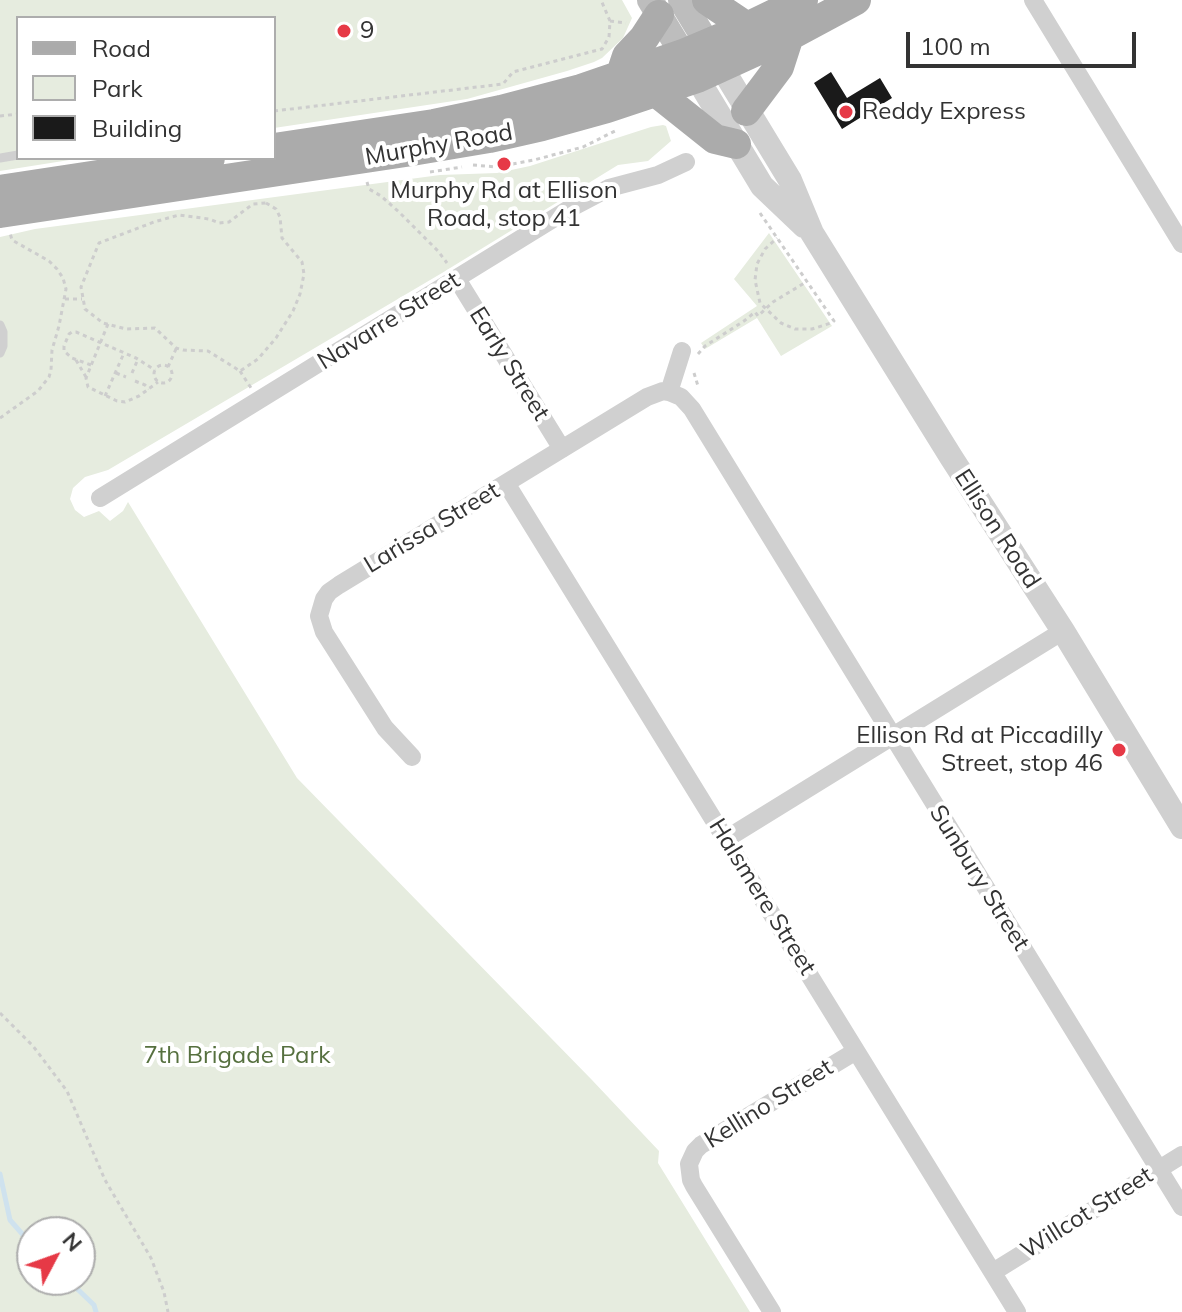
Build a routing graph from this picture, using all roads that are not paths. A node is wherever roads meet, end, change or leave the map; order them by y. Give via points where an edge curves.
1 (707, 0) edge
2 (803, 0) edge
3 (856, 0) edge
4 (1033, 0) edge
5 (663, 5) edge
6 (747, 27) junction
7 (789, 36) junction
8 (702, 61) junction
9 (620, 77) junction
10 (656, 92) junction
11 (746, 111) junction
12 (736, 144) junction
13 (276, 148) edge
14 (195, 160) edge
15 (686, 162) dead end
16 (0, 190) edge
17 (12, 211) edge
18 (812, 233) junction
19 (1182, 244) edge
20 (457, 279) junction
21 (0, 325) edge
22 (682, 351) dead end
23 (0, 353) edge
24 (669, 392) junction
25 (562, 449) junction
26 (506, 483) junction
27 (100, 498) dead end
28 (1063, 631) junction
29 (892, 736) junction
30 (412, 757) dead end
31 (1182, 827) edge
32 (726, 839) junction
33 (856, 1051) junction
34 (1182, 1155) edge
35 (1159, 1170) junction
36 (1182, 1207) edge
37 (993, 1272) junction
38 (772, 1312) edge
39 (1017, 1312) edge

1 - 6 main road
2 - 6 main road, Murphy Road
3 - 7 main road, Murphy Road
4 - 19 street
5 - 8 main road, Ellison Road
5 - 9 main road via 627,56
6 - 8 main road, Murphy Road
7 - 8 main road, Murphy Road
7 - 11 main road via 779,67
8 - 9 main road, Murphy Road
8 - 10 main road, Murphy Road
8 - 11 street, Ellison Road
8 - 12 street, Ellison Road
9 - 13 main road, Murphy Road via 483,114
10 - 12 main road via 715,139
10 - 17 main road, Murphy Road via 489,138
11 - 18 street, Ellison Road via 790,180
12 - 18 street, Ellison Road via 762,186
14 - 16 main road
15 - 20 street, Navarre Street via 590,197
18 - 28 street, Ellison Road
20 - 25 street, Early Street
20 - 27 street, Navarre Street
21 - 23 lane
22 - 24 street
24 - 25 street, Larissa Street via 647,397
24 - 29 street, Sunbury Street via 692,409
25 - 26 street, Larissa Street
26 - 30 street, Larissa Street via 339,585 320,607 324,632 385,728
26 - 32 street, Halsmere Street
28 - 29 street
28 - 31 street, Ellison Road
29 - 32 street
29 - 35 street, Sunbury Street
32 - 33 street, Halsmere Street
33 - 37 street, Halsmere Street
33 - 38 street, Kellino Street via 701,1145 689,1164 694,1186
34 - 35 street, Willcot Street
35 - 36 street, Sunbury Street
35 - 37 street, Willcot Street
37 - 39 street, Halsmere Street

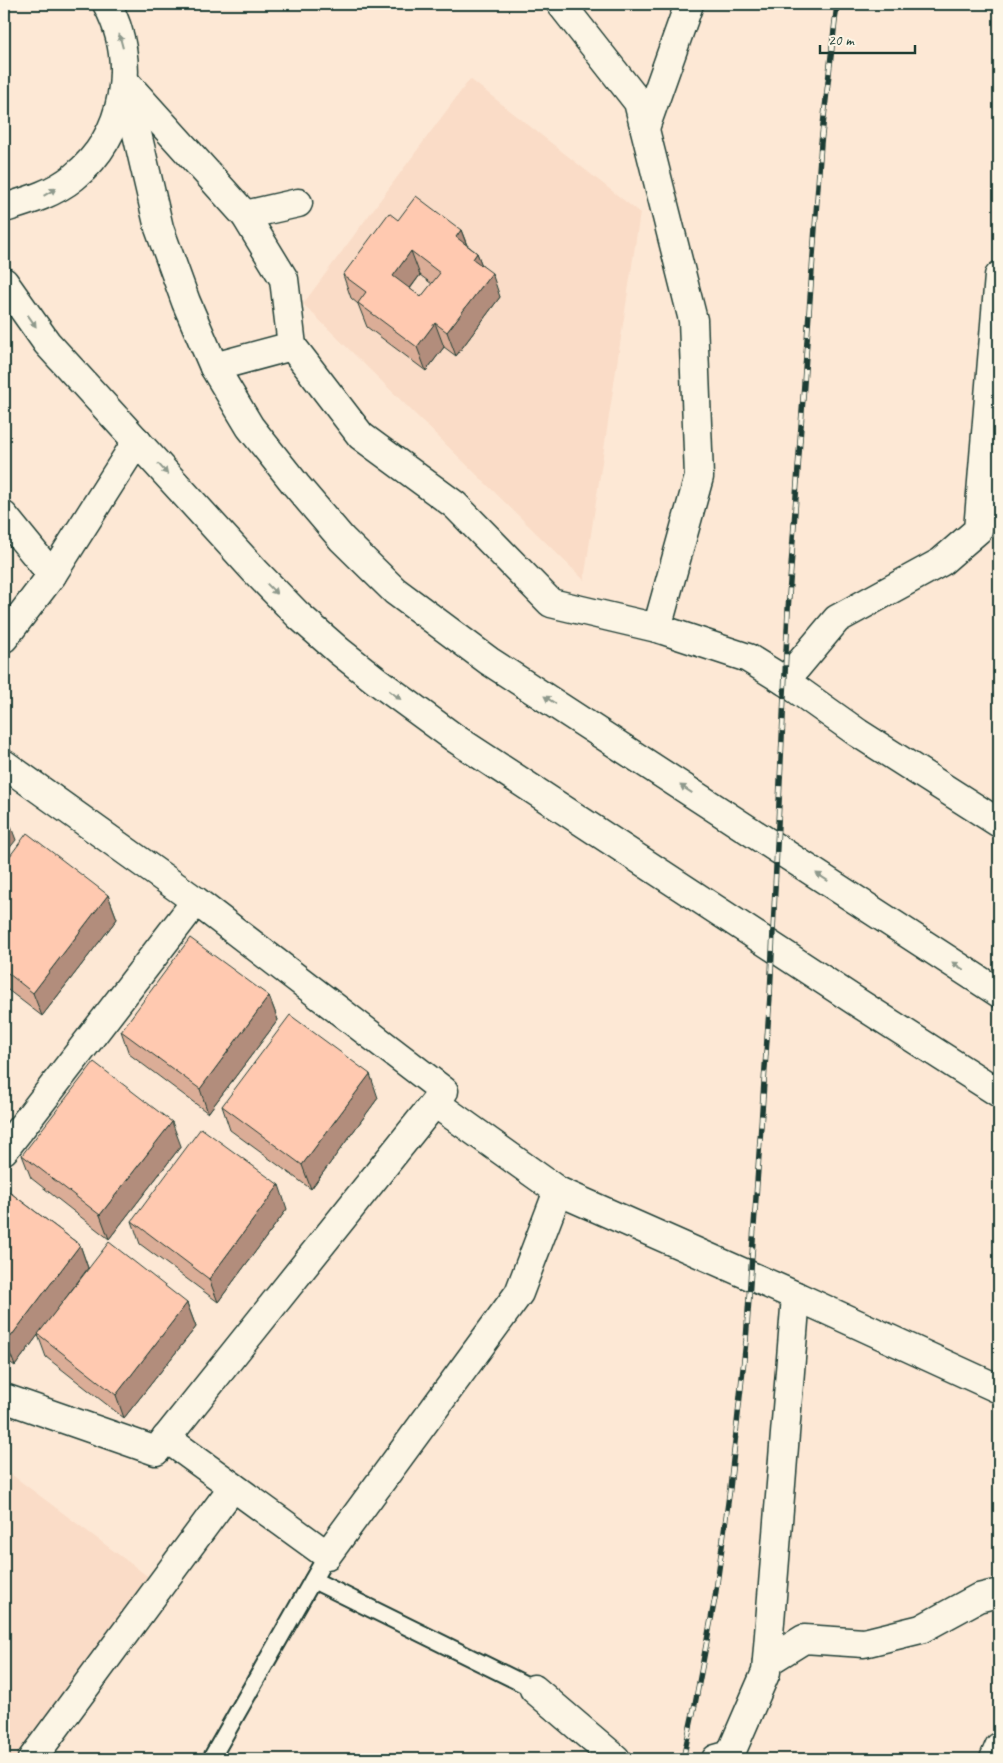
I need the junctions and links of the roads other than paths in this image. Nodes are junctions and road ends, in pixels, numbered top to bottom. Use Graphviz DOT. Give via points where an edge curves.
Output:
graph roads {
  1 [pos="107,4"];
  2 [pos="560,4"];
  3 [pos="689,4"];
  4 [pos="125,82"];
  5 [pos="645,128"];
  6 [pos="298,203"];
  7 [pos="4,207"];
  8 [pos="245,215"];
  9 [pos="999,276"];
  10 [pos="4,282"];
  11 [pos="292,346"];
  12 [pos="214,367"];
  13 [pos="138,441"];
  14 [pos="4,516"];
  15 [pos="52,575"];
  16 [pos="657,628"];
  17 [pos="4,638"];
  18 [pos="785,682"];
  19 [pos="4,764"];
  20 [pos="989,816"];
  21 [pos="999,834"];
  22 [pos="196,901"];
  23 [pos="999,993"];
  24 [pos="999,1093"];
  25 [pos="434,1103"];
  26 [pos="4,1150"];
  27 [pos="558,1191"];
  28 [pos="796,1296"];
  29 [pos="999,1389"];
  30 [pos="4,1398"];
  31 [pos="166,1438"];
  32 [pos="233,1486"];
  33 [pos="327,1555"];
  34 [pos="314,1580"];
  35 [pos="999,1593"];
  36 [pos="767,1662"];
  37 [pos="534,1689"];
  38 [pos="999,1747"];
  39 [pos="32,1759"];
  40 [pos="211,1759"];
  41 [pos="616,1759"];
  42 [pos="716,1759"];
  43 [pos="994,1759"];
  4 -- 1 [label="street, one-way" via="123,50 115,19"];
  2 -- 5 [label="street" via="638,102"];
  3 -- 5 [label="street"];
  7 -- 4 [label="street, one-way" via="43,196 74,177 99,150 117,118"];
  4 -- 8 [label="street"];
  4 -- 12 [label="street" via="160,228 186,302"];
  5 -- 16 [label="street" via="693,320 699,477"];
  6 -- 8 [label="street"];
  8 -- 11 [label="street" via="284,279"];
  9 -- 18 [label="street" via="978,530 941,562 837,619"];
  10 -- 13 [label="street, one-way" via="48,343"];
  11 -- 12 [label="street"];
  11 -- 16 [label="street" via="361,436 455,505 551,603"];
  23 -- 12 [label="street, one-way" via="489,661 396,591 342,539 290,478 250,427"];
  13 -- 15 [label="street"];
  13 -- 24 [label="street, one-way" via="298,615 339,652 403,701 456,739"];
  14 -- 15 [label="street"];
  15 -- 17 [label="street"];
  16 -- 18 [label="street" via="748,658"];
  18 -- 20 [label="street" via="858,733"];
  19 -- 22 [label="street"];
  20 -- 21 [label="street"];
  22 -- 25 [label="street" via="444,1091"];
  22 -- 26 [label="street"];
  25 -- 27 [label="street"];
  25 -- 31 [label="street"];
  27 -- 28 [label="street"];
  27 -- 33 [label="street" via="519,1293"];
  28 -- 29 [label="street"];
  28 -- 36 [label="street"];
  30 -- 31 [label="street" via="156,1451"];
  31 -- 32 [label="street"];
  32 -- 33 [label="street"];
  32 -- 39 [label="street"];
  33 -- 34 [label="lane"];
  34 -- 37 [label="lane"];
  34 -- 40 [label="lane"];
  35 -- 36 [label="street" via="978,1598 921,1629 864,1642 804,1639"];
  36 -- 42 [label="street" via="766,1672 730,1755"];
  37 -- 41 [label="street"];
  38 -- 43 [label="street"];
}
--------------------
### TASK BRIEF
Scan the material and collect every line that contains "dead".

### PROBLEM SOLUTION
15 (686, 162) dead end
22 (682, 351) dead end
27 (100, 498) dead end
30 (412, 757) dead end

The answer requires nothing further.